Bunun yüzünden dünya kupası maçlarını en fazla 10 dakika izleyebildiğim allettir. Türkiyede sezonun başlamasıyla birlikte tribünlerimizde yerini alacaktır.
osururmuş gibi ses çıkarıyoruz ya ağzımızdan, öyle yaptığınızda ses çıkarıyor. flüt gibi üflerseniz çıkarmıyor. bu afrikalıların her şeyi acayip amına koyim.
acayip eğlenceli yalnız. sokaktan birisi geçmesin, pencereye dayanıp abanıyorum vuvuzelaya. pis pis bakıyorlar, ben de atlet üzerimde, pencereden sırıtıp bir nefes daha veriyorum vuvuma.
peşin söyleyeyim. inönü'de benim 5 metre etrafımdaki insanlardan biri bunu çalmaya kalksın alır makatına sokarım. sonra her osurugu bütün istanbul'dan duyulur. bi daha osuramaz da.
10-15 yıl sonra 2010 dünya kupası denildiğinde akla gelecek ilk alet. tek başına çalındığında 90, toplu çalındığında 130 desibeli bulan gürültüsü hem seyircinin hem de futolcuların keyfini kaçırmaya yetiyor. insanları asıl sinir eden noktası ise vızıltıdan başka birşey olmaması. ne bir melodisi var, ne de bir ritmi.
vuvuzela, bir yandan futbolseverlerin canını sıkarken, diğer yandan güney afrika'ya duyulan sempatinin giderek azalmasına sebep oluyor. ekonomik nedenlerden dolayı güney afrika'ya verilen bu turnuva'da bir milli çalgıyı yasaklamak etik değil. temennimiz dünya kupasından sonra vuvuzelayı bir daha görmemek, duymamak.
dünya kupası maçlarını izlememe sebebi, görüntüsüyle zurnaya benzeyen fakat zurnanın son deliği bile olamayacak bir aygıt. bundan sonra bizim maçlarda da zurna çalalım.
haysiyetsiz sivrisinekler yüzünden gözüne bir damla uyku girmeyen ve sabah eden bünyeyi, gün içinde dünya kupası maçlarında da kafasını sikerek gününü zehir eden alet.
son dakika...
antalya'da mahalle aralarında da çalınmaya başlanmıştır*. tekil olarak çalındığında fil sesini andırmaktadır. evin babasının olay karşısındaki tepkisi şu olmuştur: "şimdi safari kıyafetlerimi giyip, inip vuracağım i.ne fili."

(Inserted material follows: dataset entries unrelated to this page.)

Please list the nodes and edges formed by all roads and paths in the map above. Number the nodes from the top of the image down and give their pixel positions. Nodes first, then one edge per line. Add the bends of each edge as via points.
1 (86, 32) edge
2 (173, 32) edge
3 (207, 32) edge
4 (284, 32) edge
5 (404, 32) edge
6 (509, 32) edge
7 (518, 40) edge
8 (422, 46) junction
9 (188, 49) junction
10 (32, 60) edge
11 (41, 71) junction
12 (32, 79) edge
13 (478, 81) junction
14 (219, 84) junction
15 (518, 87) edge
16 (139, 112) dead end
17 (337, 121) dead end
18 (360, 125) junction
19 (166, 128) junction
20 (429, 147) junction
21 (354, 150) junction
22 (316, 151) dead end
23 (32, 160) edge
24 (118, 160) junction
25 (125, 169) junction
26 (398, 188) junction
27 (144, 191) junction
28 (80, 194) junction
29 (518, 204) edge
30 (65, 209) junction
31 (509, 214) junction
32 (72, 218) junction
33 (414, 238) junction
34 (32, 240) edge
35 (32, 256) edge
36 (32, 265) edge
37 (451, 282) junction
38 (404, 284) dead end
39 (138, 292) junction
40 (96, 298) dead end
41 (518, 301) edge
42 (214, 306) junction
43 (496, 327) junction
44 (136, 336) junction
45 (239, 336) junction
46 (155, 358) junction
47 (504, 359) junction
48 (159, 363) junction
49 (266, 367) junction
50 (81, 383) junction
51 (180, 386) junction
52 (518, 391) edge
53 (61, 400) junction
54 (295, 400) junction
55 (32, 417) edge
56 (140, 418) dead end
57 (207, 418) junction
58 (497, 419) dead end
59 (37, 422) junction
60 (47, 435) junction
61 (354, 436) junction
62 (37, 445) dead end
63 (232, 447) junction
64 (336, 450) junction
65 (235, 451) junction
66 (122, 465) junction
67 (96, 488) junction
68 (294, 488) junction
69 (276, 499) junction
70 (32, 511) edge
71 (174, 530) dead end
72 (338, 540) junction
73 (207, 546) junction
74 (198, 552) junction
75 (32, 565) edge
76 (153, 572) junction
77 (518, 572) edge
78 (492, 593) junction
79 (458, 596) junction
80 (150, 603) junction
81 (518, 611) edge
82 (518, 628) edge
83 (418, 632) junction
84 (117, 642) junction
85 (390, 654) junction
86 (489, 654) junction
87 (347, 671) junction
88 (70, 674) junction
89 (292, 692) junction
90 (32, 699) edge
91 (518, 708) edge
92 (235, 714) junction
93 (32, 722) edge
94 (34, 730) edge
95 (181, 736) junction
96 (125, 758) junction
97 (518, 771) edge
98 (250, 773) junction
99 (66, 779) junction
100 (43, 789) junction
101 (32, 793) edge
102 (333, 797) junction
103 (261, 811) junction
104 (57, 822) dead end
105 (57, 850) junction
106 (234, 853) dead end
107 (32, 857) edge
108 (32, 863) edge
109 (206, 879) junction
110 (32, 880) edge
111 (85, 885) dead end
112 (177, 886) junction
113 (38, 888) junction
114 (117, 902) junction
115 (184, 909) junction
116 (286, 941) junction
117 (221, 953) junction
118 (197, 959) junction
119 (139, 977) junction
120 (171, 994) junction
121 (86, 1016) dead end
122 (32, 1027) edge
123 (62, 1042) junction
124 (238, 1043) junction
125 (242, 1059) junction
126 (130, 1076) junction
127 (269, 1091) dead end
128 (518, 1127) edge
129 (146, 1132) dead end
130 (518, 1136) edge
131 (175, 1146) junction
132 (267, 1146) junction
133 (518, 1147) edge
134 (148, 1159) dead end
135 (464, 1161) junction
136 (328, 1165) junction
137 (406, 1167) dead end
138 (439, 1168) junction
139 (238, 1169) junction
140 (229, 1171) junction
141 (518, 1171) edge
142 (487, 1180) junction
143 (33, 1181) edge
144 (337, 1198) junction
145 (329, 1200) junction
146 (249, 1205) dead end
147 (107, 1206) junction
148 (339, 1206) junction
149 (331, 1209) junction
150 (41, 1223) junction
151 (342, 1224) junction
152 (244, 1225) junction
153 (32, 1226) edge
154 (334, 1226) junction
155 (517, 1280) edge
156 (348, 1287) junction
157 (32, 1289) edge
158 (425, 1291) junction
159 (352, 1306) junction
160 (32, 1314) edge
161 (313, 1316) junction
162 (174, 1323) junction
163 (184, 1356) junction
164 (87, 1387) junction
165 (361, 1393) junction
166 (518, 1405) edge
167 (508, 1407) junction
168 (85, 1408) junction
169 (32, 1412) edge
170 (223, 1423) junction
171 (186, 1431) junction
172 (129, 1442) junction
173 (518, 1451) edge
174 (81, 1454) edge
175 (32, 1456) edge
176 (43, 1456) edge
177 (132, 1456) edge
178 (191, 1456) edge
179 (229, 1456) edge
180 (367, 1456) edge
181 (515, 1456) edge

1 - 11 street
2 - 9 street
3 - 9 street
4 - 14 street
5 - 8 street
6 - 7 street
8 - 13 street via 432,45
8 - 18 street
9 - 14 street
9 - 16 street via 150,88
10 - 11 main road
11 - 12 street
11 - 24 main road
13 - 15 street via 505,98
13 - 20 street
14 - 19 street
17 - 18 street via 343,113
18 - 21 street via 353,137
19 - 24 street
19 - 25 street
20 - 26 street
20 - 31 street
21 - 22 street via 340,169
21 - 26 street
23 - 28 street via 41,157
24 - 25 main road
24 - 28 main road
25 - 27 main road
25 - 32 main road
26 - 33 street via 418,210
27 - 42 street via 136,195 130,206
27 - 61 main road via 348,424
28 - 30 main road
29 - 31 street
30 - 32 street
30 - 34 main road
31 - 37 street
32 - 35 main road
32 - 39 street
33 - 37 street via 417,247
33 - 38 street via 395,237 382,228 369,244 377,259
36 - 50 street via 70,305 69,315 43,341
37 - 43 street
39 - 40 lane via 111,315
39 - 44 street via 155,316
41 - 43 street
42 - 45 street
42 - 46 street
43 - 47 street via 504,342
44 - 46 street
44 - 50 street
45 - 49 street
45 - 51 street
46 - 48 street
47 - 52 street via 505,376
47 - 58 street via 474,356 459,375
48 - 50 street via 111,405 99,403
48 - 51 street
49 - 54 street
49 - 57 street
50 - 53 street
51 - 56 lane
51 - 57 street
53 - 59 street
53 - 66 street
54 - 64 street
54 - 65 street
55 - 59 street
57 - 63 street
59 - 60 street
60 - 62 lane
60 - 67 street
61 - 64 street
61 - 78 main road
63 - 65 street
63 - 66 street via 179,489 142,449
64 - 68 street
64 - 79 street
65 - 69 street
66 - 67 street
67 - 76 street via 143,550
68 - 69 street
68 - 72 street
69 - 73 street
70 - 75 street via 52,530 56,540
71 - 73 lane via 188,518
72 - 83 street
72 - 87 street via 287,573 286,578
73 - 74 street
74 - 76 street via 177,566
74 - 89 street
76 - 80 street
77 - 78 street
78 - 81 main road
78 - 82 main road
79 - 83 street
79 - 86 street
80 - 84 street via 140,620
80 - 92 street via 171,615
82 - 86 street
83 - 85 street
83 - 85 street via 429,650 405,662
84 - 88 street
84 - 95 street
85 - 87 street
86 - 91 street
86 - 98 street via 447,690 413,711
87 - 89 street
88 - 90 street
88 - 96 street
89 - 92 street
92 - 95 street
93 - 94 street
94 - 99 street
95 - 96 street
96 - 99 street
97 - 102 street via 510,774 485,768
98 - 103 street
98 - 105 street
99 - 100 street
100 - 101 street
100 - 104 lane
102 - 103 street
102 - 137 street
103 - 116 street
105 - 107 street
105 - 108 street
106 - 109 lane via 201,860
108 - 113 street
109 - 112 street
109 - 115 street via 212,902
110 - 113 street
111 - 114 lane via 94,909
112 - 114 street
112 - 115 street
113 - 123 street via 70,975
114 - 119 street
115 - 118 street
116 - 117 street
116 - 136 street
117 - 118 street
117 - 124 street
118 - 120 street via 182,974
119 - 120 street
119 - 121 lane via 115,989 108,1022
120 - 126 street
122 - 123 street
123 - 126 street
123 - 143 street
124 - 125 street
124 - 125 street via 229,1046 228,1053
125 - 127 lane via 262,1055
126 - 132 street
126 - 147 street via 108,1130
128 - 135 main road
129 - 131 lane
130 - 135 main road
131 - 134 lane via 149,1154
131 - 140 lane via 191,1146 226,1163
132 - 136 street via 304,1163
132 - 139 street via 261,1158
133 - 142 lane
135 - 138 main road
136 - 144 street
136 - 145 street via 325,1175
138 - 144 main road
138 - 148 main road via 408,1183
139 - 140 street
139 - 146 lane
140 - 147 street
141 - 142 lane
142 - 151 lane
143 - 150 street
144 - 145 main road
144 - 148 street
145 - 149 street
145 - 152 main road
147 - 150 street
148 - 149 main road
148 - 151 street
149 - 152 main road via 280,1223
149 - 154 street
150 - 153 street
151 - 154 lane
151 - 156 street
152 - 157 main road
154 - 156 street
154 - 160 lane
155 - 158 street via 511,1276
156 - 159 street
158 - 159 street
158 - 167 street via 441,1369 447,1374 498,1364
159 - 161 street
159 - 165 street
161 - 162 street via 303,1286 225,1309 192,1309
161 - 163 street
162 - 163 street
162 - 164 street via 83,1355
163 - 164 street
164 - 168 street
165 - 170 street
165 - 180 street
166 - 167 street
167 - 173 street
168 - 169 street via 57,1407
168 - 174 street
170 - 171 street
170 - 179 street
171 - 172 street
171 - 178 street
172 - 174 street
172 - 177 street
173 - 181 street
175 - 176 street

ayrıca; "tek başına çalındığında fil sesine benzeyen bu alet, bir araya gelip çalındığında sivrisinek sesini nasıl çıkarmaktadır?" merak konusudur.
* bi kadın üfleyeyim derken soluk borusunu yırtmış. aman diyeyim eğer alacaksanız veya bi yerden bulup çalacaksanız dikkat edin, yırtmayın bir taraflarınızı. bir de sokaktaki çocukların eline kadar düşmüş bir alet. sabahtan beri öttürüyo yavrucağız. *
özellikle son günlerde tüm söylenenlere yazılanlara rağmen benim çok sevdiğim bir müzik aleti ve bence dünya kupası maçlarına çok hoş bir hava katmaktalar.
aslında doğru kullanılabilse son derece iyi bir ambians yarattırabilecek olan müzik aletimsi aygıt. sadece kornerlerden, frikiklerden önce; takımlar sahaya çıkarken çalınsa gerçekten etkili olabilir ama 90 dakika tek düze sesle üflemek ses kirliliği yaratmaktan başka birşey yapmıyor. olur da türkiyeye gelirse yaratıcı milletimizin besteler bile yapmasını bekliyorum bu aletten.